Anvisa define regras para rótulos de alimentos com lactose

Anvisa define regras para rótulos de alimentos com lactose
Com as novas regras, serão três tipos de rótulos para a lactose: "Zero Lactose", "Baixo Teor", ou "Contém Lactose".
[Imagem: Wilson Dias/Agência Brasil]

Quantidades mínimas

A Agência Nacional de Vigilância Sanitária (Anvisa) divulgou novas regras para a rotulagem de produtos com lactose.

Os fabricantes serão obrigados a informar a presença de lactose nos alimentos a partir de 100 miligramas (mg) de lactose para cada 100 gramas ou 100 mililitros do produto. Ou seja, qualquer alimento que contenha lactose em quantidade acima de 0,1% deverá trazer a expressão "Contém lactose" em seu rótulo.

De acordo com a agência, o limite está baseado em referências técnicas e na experiência de países que adotam a rotulagem de lactose há mais tempo, como Alemanha e Hungria. O limite de 100 mg é entendido como seguro para as pessoas com intolerância à lactose. Segundo a Anvisa, a rede de laboratórios disponível no país tem capacidade para avaliar a presença de lactose nesses níveis.

Rótulo para lactose

Com a nova regra, o mercado brasileiro de alimentos terá três tipos de rótulos para a lactose: "Zero Lactose", "Baixo Teor" ou "Contém Lactose".

No caso de alimentos com quantidade de lactose abaixo de 100 mg/100g, deve vir escrito no rótulo "Zero Lactose, Isento de Lactose, 0% Lactose, Sem Lactose ou Não Contém Lactose". No caso de alimentos com 100mg até 1g/100g ou ml, deve vir escrito "Baixo Teor de Lactose ou Baixo em Lactose". Nos alimentos com lactose em quantidade igual ou acima de 100mg/100g ou ml, deve vir no rótulo "Contém Lactose".

A informação deve ser escrita em caixa alta e em negrito e a impressão deve ser em contraste com o fundo da caixa. A altura mínima deve ser de dois milímetros e não pode ser menor que a letra utilizada na lista de ingredientes. A declaração deve ficar em um local da embalagem que não seja encoberto, removível pela abertura do lacre ou de difícil visualização, como área de selagem e de torção.
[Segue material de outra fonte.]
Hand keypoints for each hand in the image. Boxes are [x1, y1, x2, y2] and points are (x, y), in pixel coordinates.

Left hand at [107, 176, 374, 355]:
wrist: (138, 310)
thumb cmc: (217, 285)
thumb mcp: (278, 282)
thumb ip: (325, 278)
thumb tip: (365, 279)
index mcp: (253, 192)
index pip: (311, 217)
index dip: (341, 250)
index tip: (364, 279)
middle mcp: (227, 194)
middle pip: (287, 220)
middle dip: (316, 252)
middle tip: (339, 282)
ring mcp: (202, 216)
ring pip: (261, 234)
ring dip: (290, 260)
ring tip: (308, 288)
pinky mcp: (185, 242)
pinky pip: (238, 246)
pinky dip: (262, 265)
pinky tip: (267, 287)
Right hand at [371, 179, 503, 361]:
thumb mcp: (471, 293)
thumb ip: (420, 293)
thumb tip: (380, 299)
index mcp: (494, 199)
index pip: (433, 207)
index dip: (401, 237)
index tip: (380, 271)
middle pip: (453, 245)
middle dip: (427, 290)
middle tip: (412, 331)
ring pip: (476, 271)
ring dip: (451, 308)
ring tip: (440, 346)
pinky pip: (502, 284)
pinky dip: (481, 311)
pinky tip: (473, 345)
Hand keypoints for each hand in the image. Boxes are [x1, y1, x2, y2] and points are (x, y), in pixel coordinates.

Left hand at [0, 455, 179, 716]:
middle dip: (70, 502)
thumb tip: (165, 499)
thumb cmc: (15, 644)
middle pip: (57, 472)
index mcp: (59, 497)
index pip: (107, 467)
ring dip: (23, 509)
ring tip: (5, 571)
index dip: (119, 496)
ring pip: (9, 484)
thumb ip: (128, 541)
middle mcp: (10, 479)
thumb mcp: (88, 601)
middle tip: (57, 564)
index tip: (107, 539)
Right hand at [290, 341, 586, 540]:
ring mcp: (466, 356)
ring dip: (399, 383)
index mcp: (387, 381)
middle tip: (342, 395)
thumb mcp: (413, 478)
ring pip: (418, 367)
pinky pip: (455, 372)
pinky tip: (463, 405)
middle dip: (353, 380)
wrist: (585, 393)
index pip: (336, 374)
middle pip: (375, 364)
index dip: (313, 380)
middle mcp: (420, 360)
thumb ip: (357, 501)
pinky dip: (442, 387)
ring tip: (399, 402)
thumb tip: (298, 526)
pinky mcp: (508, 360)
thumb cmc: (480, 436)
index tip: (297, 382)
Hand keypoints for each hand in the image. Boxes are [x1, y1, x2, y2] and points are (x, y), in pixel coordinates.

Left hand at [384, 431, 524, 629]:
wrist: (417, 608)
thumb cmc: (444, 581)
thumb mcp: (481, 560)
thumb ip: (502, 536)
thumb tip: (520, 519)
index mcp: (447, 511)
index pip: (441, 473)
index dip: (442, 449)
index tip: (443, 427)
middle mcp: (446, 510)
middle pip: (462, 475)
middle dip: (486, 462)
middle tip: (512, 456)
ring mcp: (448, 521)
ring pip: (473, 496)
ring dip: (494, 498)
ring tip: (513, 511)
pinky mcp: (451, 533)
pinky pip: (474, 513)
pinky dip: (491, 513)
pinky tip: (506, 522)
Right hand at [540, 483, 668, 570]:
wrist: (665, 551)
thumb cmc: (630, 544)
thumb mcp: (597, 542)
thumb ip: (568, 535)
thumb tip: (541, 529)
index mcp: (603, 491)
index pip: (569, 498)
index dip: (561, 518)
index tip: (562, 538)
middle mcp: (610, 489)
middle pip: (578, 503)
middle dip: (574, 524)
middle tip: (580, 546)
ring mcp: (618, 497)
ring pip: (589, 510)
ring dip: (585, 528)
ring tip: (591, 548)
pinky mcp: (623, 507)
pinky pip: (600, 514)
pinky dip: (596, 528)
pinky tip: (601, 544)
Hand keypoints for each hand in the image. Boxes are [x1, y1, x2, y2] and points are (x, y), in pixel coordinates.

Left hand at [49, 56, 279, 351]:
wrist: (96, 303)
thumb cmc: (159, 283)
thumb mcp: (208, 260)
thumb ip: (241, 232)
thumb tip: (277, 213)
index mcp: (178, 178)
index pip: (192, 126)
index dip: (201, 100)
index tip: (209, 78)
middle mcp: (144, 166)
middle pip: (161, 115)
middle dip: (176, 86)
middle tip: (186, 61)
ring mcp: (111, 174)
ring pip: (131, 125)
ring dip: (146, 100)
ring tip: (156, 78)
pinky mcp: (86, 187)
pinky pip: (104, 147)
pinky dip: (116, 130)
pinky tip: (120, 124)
As empresas têm 24 meses para se adaptar à nova regra. O prazo foi definido com base no tempo que a indústria e seus fornecedores precisam para adequação e também para esgotarem os estoques de embalagens atualmente existentes.

Apenas os estabelecimentos que preparam os alimentos, sem embalagens ou embalados no próprio ponto de venda, a pedido do consumidor, não estão obrigados a informar sobre o conteúdo de lactose.

Alimentos ricos em lactose

Pessoas que têm intolerância à lactose podem sofrer náuseas, diarreia, excesso de gases, dor de estômago, entre outros incômodos, em decorrência da ingestão de produtos como leite, queijo, iogurte e manteiga.

Isso acontece devido a uma incapacidade que essas pessoas têm de digerir a lactose, o açúcar do leite. Para digerir esse açúcar, o organismo precisa produzir uma enzima chamada lactase, que divide o açúcar do leite em glicose e galactose.

A incapacidade de produzir a lactase pode ser genética ou ocasionada por algum problema intestinal que a interrompe temporariamente. Na maioria das pessoas, a atividade da enzima lactase diminui após o desmame, o que as torna menos tolerante à lactose com o passar dos anos. A prevalência e a idade de manifestação da intolerância à lactose variam, consideravelmente, conforme o grupo étnico.

Vale lembrar que a intolerância é diferente da alergia. Neste último caso, as reações do organismo podem ser mais graves e o limite de ingestão não tem como ser definido.